MIXED SENTIMENTS FOR PRECIOUS METALS


  







It was a “risk-on” trading day in many markets as the world market place breathed a sigh of relief that U.S. lawmakers came to a 12th-hour agreement on the fiscal cliff.
Gold and silver continued to rally on Wednesday .The recent news from the U.S is that the fiscal cliff was averted. This news received the final confirmation as Congress approved the plan to increase taxes on household making over $400k per year.  Despite this news, President Obama will still need to augment the debt ceiling in February – it currently stands on $16.4 billion. This is another uncertainty that could contribute to the market volatility in the weeks to follow.
Spot gold was last quoted up $13.50 at $1,689.25. In the Indian markets gold increased by rupees 150 and was seen trading at INR 31,500 per 10gram and silver climbed almost Rs.1000 and was trading at INR  58,800 on Wednesday.y.
Silver was seen as the biggest gainer amongst precious metals after the decision from the US lawmakers regarding fiscal cliff was reached on the 12th hour. The US lawmakers reached an agreement on taxes but decisions such as debt ceiling and government spending have been delayed as of now.
Nonetheless, it was a great sigh of relief for the cluster of markets from equities to precious metals to energy on Wednesday.
Many markets worldwide, including Asian, European and U.S. stocks were cheered by U.S. lawmakers coming to agreement on the fiscal cliff matter that had been overhanging the market place for weeks. U.S. lawmakers had to reach a deal to avoid a series of tax increases and spending cuts that would have automatically gone into effect this week.

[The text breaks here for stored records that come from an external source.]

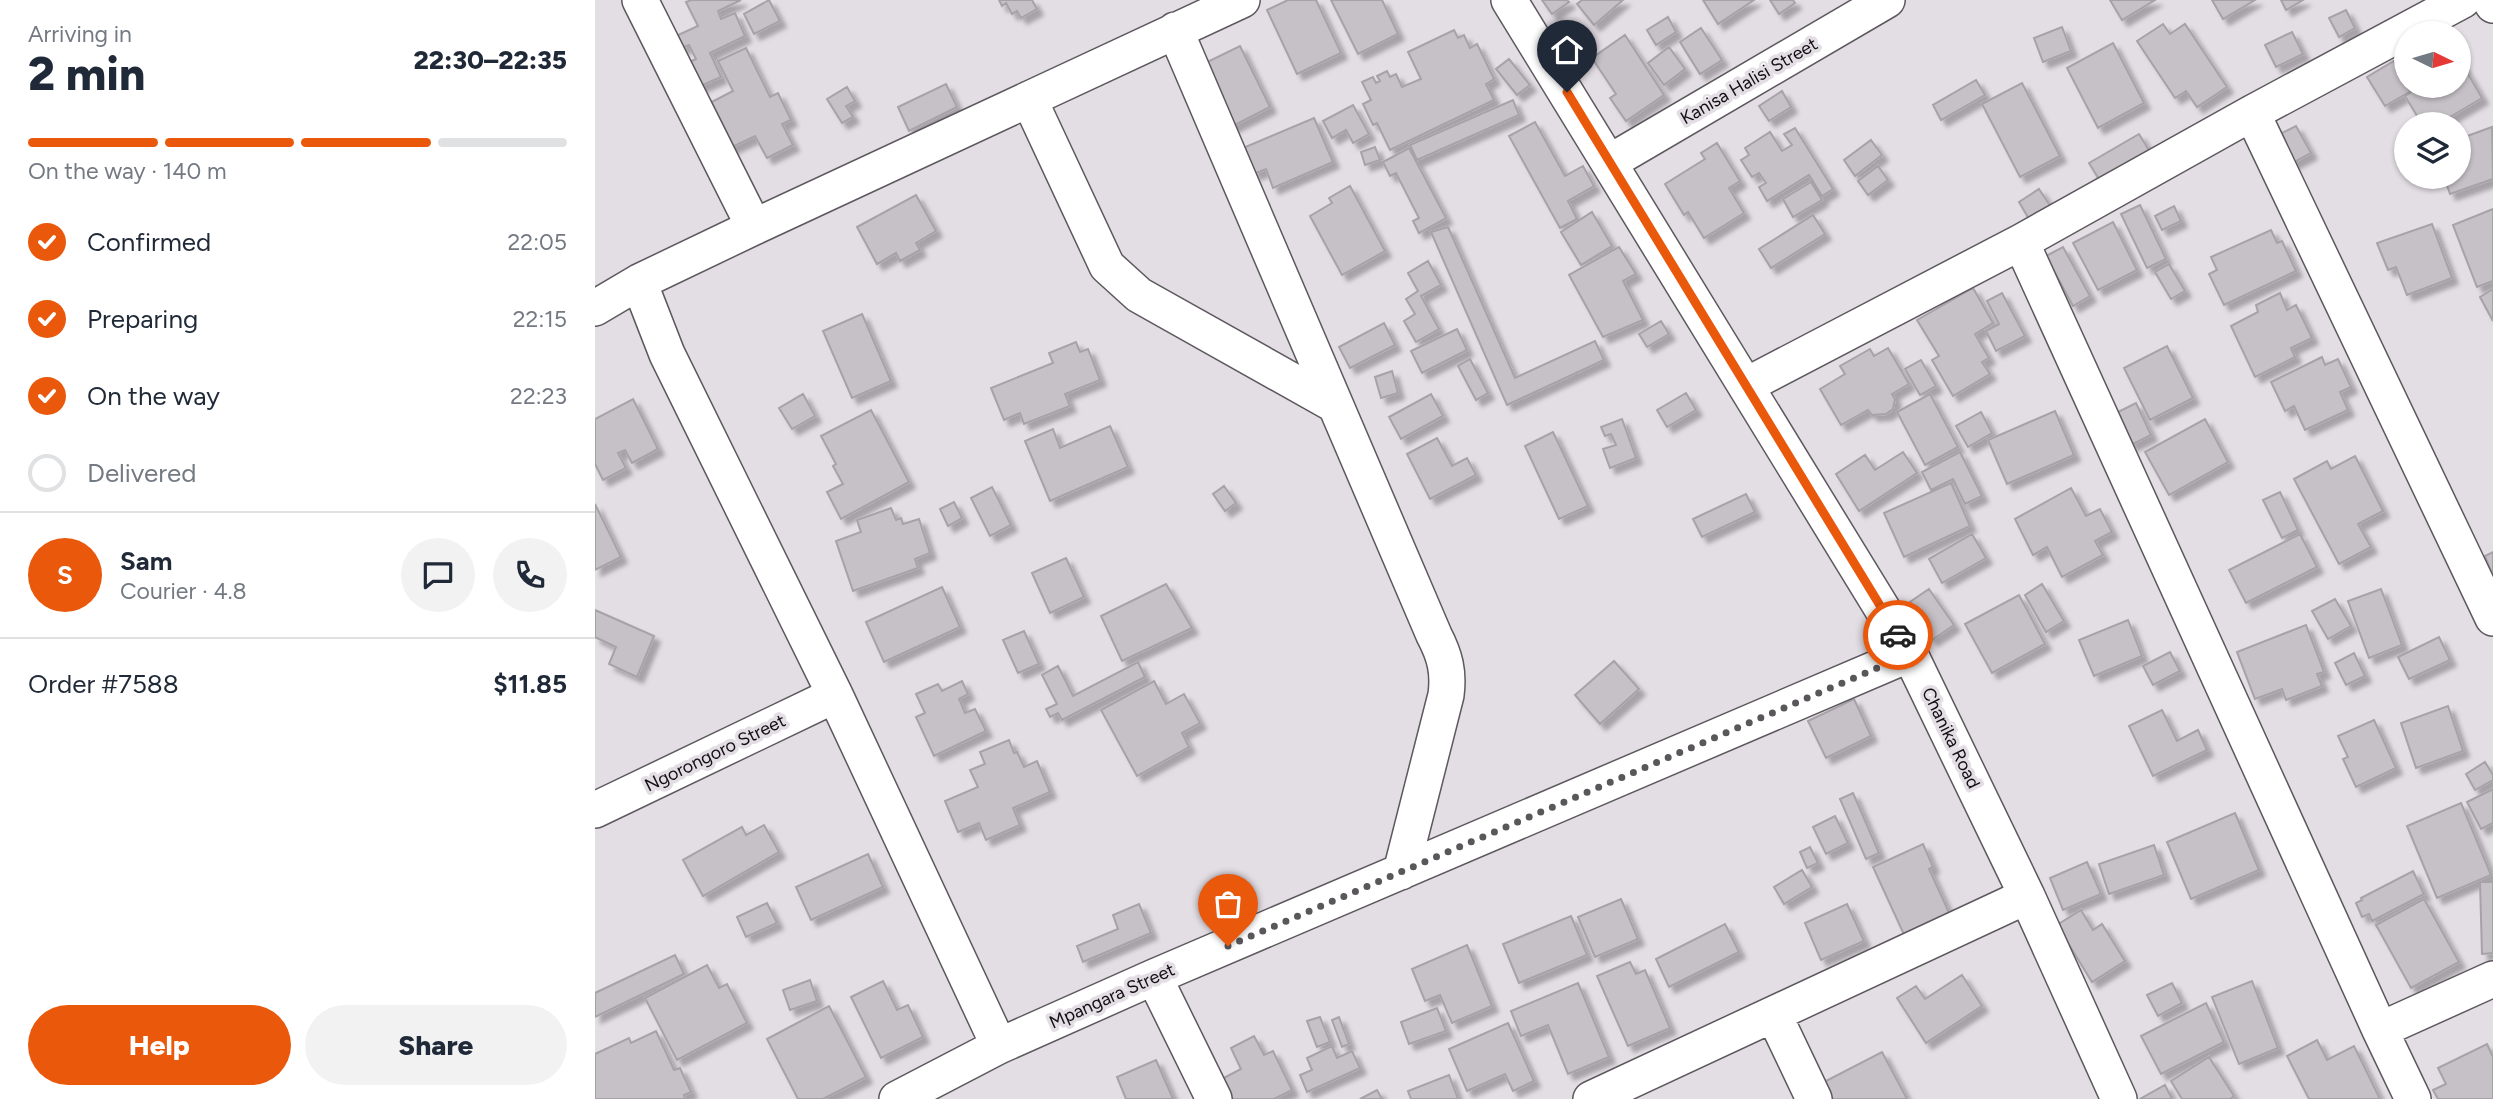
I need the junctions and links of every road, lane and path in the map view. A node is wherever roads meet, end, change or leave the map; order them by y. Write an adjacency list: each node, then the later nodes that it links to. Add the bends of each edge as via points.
1 (640, 0): 12 (street)
2 (1242, 0): 8 (street)
3 (1509, 0): 11 (street, Chanika Road)
4 (1887, 0): 11 (street, Kanisa Halisi Street)
5 (2463, 0): 10 (street)
6 (2490, 0): 7 (street)
7 (2493, 5)
8 (1175, 30): 9 (street); 17 (street)
9 (1029, 99): 12 (street); 17 (street, via 1107,266 1139,295)
10 (2252, 113): 13 (street); 18 (street)
11 (1610, 162): 16 (street, Chanika Road)
12 (754, 227): 14 (street)
13 (2021, 242): 16 (street); 27 (street)
14 (639, 282): 15 (street); 20 (street, via 667,354)
15 (595, 308)
16 (1747, 385): 19 (street, Chanika Road)
17 (1335, 405): 22 (street, via 1444,654 1448,674)
18 (2493, 618)
19 (1910, 654): 22 (street, Mpangara Street); 23 (street, Chanika Road)
20 (835, 695): 21 (street, Ngorongoro Street); 28 (street)
21 (595, 810)
22 (1401, 872): 24 (street, Mpangara Street)
23 (2027, 896): 26 (street); 33 (street, Chanika Road)
24 (1154, 977): 28 (street, Mpangara Street); 30 (street)
25 (2493, 979): 27 (street)
26 (1774, 1015): 31 (street); 32 (street)
27 (2380, 1030): 34 (street)
28 (999, 1046): 29 (street, Mpangara Street)
29 (897, 1099)
30 (1214, 1099)
31 (1591, 1099)
32 (1814, 1099)
33 (2119, 1099)
34 (2413, 1099)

In Asia, the Hong Kong stock market hit a fresh 19-month high on some more positive economic news coming out of China. China’s manufacturing sector continues to expand, as its manufacturing PMI increased to 50.6 in December. The recent better Chinese economic data has been an underlying bullish factor for the precious metals markets

The market place Wednesday took on a “risk-on” attitude that benefitted the precious metals.


Metals are sharply higher across the board Wednesday in a relief rally after U.S. lawmakers steered the country away from the fiscal cliff, at least for the time being.
Though silver jumped high comparatively there was not much movement in gold. It could be due to the postponement of the debt ceiling and spending cut decisions.

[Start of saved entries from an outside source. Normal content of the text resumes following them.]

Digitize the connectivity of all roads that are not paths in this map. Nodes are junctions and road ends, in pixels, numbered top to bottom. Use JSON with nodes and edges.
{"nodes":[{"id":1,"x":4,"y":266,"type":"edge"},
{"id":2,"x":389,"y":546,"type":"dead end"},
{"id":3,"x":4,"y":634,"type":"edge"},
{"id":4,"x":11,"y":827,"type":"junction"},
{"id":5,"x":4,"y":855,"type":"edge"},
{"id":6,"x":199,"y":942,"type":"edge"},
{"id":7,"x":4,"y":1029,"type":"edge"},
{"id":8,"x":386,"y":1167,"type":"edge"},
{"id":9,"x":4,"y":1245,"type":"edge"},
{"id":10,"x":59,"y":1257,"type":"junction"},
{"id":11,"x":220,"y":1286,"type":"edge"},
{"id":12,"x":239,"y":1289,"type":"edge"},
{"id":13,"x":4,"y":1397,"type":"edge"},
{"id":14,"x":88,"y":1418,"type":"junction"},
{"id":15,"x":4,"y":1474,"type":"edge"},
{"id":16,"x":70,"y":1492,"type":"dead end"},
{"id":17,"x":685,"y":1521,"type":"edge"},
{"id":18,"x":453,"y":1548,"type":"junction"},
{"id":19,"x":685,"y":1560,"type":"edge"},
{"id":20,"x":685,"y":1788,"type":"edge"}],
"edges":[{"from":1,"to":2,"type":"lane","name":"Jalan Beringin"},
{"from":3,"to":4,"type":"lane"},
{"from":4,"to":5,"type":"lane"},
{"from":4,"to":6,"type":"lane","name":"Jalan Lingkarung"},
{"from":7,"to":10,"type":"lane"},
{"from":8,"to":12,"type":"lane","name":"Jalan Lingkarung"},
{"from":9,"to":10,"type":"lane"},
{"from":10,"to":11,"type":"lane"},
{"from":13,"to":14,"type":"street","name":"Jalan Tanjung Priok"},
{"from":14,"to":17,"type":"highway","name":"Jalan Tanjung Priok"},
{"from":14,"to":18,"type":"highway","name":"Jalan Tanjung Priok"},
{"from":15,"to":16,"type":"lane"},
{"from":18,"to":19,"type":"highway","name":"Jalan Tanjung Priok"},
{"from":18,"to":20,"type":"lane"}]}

However, Gold prices plummeted Friday, a day after the Federal Reserve released minutes that reported mixed sentiment among Fed members about the central bank's extremely loose monetary policy.
The Federal Open Market Committee -- the Fed's policy-making wing -- said Thursday that there were potential risks to financial stability over a disorderly finish to the fiscal cliff, impending disagreements about raising the debt ceiling and possible deterioration of conditions in Europe
Simply, analysts and gold investors generally view the quantitative easing measures implemented by the Fed as inflationary policy, which makes gold a safe-haven asset to defend against inflation.

Nevertheless, analysts cautioned, more turbulence may occur in the weeks ahead since the legislation approved by Congress in essence provides only a temporary reprieve on fiscal issues and did not address the debt ceiling or include spending cuts.
The aversion of fiscal cliff has proved like a temporary power booster for all markets. But how long do these markets remain charged up is the question of the day.
However, look for the market place to now focus more on the European Union and its sovereign debt crisis, now that the U.S. fiscal cliff matter has been temporarily resolved

Looking ahead to next week, technical analysts are keeping an eye on the 200-day moving average, which comes in around $1667.50. If gold remains under that level, it could keep the metal trapped in the lower part of the current range.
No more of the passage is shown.